Could you write out the records below exactly as they appear, leaving out any pictures?

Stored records
+--

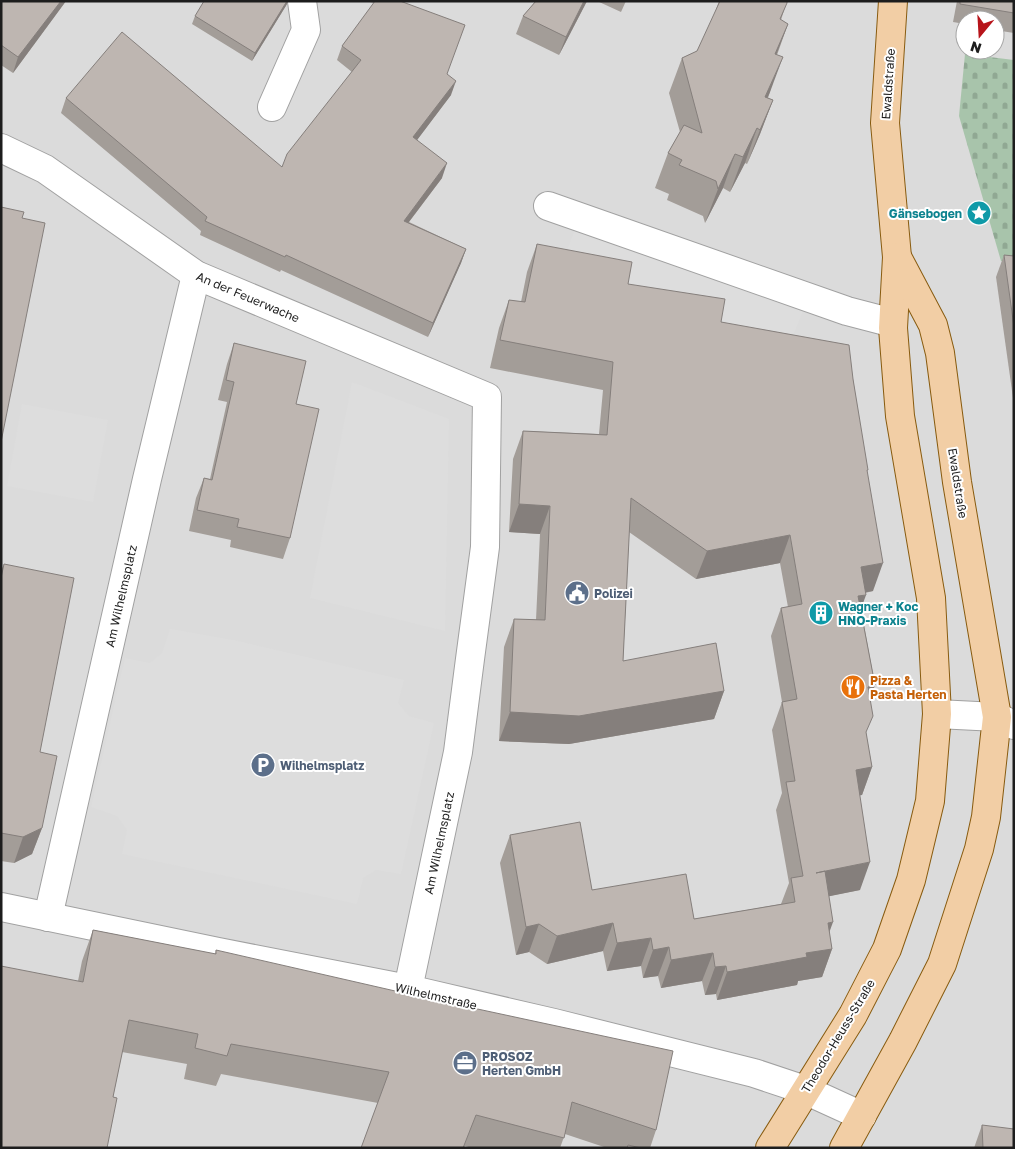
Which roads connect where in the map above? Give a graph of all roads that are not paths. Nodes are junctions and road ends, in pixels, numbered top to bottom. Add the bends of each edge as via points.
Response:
1 (302, 1) edge
2 (893, 1) edge
3 (272, 107) dead end
4 (1, 148) edge
5 (548, 206) dead end
6 (897, 257) junction
7 (196, 275) junction
8 (893, 323) junction
9 (487, 397) joint
10 (937, 714) junction
11 (1005, 722) edge
12 (1, 907) edge
13 (48, 917) junction
14 (408, 989) junction
15 (805, 1090) junction
16 (862, 1116) junction
17 (770, 1148) edge
18 (844, 1148) edge

1 - 3 street via 306,30
2 - 6 main road, Ewaldstraße via 885,123
4 - 7 street, An der Feuerwache via 45,169
5 - 8 street via 847,311
6 - 8 main road, Ewaldstraße
6 - 11 main road, Ewaldstraße via 932,325 940,353 957,482
7 - 9 street, An der Feuerwache
7 - 13 street, Am Wilhelmsplatz
8 - 10 main road, Ewaldstraße via 900,416 931,598
9 - 14 street, Am Wilhelmsplatz via 485,547 458,752
10 - 11 street
10 - 15 main road, Theodor-Heuss-Straße via 930,801 911,880 887,949 853,1015
11 - 16 main road via 979,849 942,964
12 - 13 street, Wilhelmstraße
13 - 14 street, Wilhelmstraße
14 - 15 street, Wilhelmstraße via 754,1073
15 - 16 street, Wilhelmstraße
15 - 17 main road, Theodor-Heuss-Straße
16 - 18 main road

+--

Output of the exercise:
Which roads connect where in the map above? Give a graph of all roads that are not paths. Nodes are junctions and road ends, in pixels, numbered top to bottom. Add the bends of each edge as via points.
Response:
1 (302, 1) edge
2 (893, 1) edge
3 (272, 107) dead end
4 (1, 148) edge
5 (548, 206) dead end
6 (897, 257) junction
7 (196, 275) junction
8 (893, 323) junction
9 (487, 397) joint
10 (937, 714) junction
11 (1005, 722) edge
12 (1, 907) edge
13 (48, 917) junction
14 (408, 989) junction
15 (805, 1090) junction
16 (862, 1116) junction
17 (770, 1148) edge
18 (844, 1148) edge

1 - 3 street via 306,30
2 - 6 main road, Ewaldstraße via 885,123
4 - 7 street, An der Feuerwache via 45,169
5 - 8 street via 847,311
6 - 8 main road, Ewaldstraße
6 - 11 main road, Ewaldstraße via 932,325 940,353 957,482
7 - 9 street, An der Feuerwache
7 - 13 street, Am Wilhelmsplatz
8 - 10 main road, Ewaldstraße via 900,416 931,598
9 - 14 street, Am Wilhelmsplatz via 485,547 458,752
10 - 11 street
10 - 15 main road, Theodor-Heuss-Straße via 930,801 911,880 887,949 853,1015
11 - 16 main road via 979,849 942,964
12 - 13 street, Wilhelmstraße
13 - 14 street, Wilhelmstraße
14 - 15 street, Wilhelmstraße via 754,1073
15 - 16 street, Wilhelmstraße
15 - 17 main road, Theodor-Heuss-Straße
16 - 18 main road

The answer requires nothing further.